Articles & Research

The impact of anti-FGM laws on African communities in the UK

Since the beginning of the industrial revolution, it was known that there were early settlements of African communities in port cities in Britain.
Some of these early migrants attempted to maintain their heritage. Many maintain links with their families and with their homeland, through adherence to cultural traditions. For some female as well as male circumcision were among the customs that was continued to practice, even though they settled in western countries.

Female circumcision first became a criminal offence in the UK in 1985, with the Prohibition of Female Circumcision Act 1985. This was replaced everywhere except in Scotland by the Female Genital Mutilation Act 2003, which modernised the offence of FGM, including assisting a girl to carry out FGM on herself. It also created an extra-territorial offence to deter people from taking girls abroad for FGM, and increased the maximum penalty for FGM offences from 5 to 14 years’ imprisonment. Nobody was convicted of FGM until 2019.

From 2010 onwards high profile campaigns led by activists, professionals, charities, and community organisations, supported by politicians, made FGM a household issue. They claimed there was an epidemic of FGM in the UK, with the practice happening in secret under our noses, or overseas during the school holidays. The very few cases seen were described as the ‘tip of the iceberg’. There was no evidence of more, but certain activists and campaigners, many from the African diaspora, promoted these myths and were believed, supported by an unquestioning media that thrives on sensationalism.

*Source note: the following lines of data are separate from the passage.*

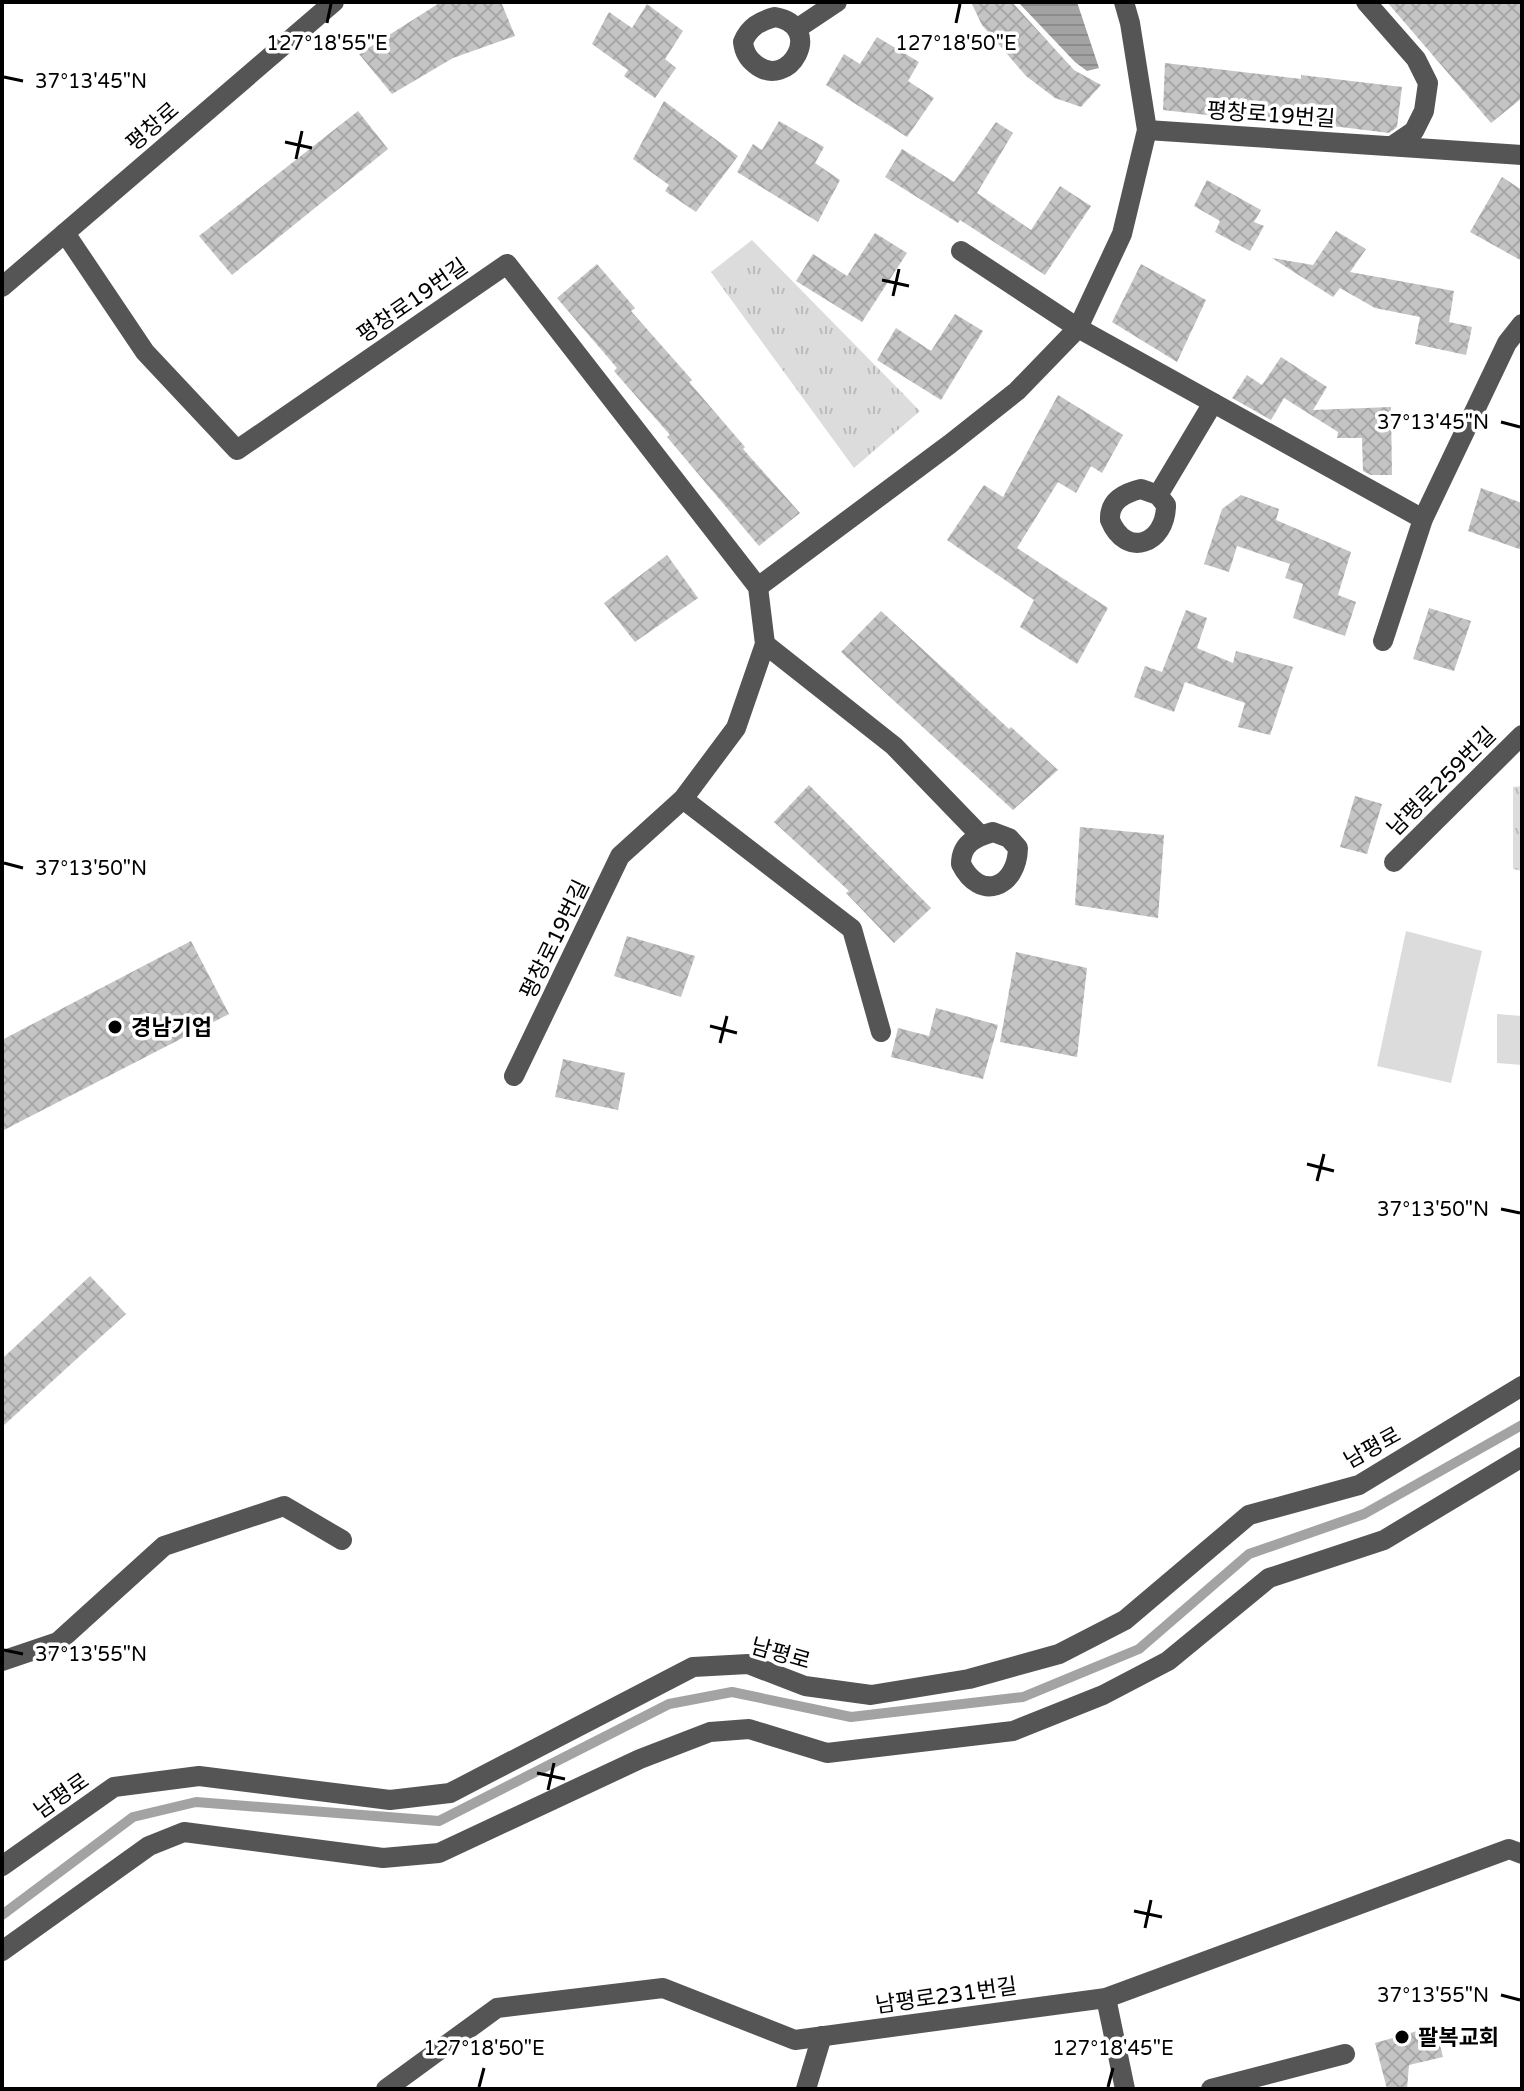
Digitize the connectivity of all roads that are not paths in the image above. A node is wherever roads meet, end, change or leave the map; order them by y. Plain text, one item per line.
1 (334, 2) edge
2 (837, 2) edge
3 (1124, 2) edge
4 (1366, 2) edge
5 (798, 28) dead end
6 (1147, 130) junction
7 (1392, 146) junction
8 (1522, 155) edge
9 (65, 233) junction
10 (961, 251) dead end
11 (2, 287) edge
12 (1522, 324) edge
13 (1078, 328) junction
14 (1213, 403) junction
15 (1158, 495) dead end
16 (1423, 519) junction
17 (758, 587) junction
18 (1383, 641) dead end
19 (765, 644) junction
20 (1522, 735) edge
21 (683, 799) junction
22 (980, 835) dead end
23 (1394, 862) dead end
24 (881, 1032) dead end
25 (514, 1076) dead end
26 (1522, 1386) edge
27 (1522, 1457) edge
28 (342, 1540) dead end
29 (2, 1661) edge
30 (1522, 1854) edge
31 (2, 1866) edge
32 (2, 1951) edge
33 (1106, 1998) junction
34 (822, 2036) junction
35 (1345, 2054) dead end
36 (386, 2089) edge
37 (806, 2089) edge
38 (1125, 2089) edge
39 (1211, 2089) edge

1 - 9 street, 평창로
2 - 5 street
3 - 6 street
4 - 7 street
6 - 7 street, 평창로19번길
6 - 13 street
7 - 8 street, 평창로19번길
9 - 11 street, 평창로
9 - 17 street, 평창로19번길
10 - 13 street
12 - 16 street
13 - 14 street
13 - 17 street
14 - 15 street
14 - 16 street
16 - 18 street
17 - 19 street, 평창로19번길
19 - 21 street, 평창로19번길
19 - 22 street
20 - 23 street, 남평로259번길
21 - 24 street
21 - 25 street, 평창로19번길
26 - 31 street, 남평로
27 - 32 street
28 - 29 street
30 - 33 street, 남평로231번길
33 - 34 street, 남평로231번길
33 - 38 street
34 - 36 street, 남평로231번길
34 - 37 street
35 - 39 street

Another piece of legislation, the Serious Crime Bill 2015, was passed as a result. It created an FGM Mandatory Reporting Duty, which required specified regulated professionals (health, social care and education predominantly) in England and Wales to report known cases of FGM in girls under 18 years old directly to the police. FGM Protection Orders were also elaborated to protect potential or actual victims of FGM. These could involve restrictions like surrendering passports and not being allowed to travel abroad with their children. They caused huge upset and inconvenience when imposed, often by overly zealous professionals with little or no evidence of risk.

Do these laws protect children? There is no evidence to suggest they do. They have not been reviewed or evaluated and there are no data on the number of children actually protected by them nor reasons documented as to why safeguarding was considered necessary. Many affected African families believe they were targeted only because they come from traditionally practising communities, despite them no longer practising or supporting FGM themselves.

I was one of the first campaigners to support the FGM law. However, since then, as a social worker, I have learnt from African communities who shared their stories that instead of being supported, they feel targeted and racially profiled, based on what are in reality discriminatory FGM safeguarding policies. These policies have been developed into safeguarding measures, with the implementation of discriminatory risk indicators.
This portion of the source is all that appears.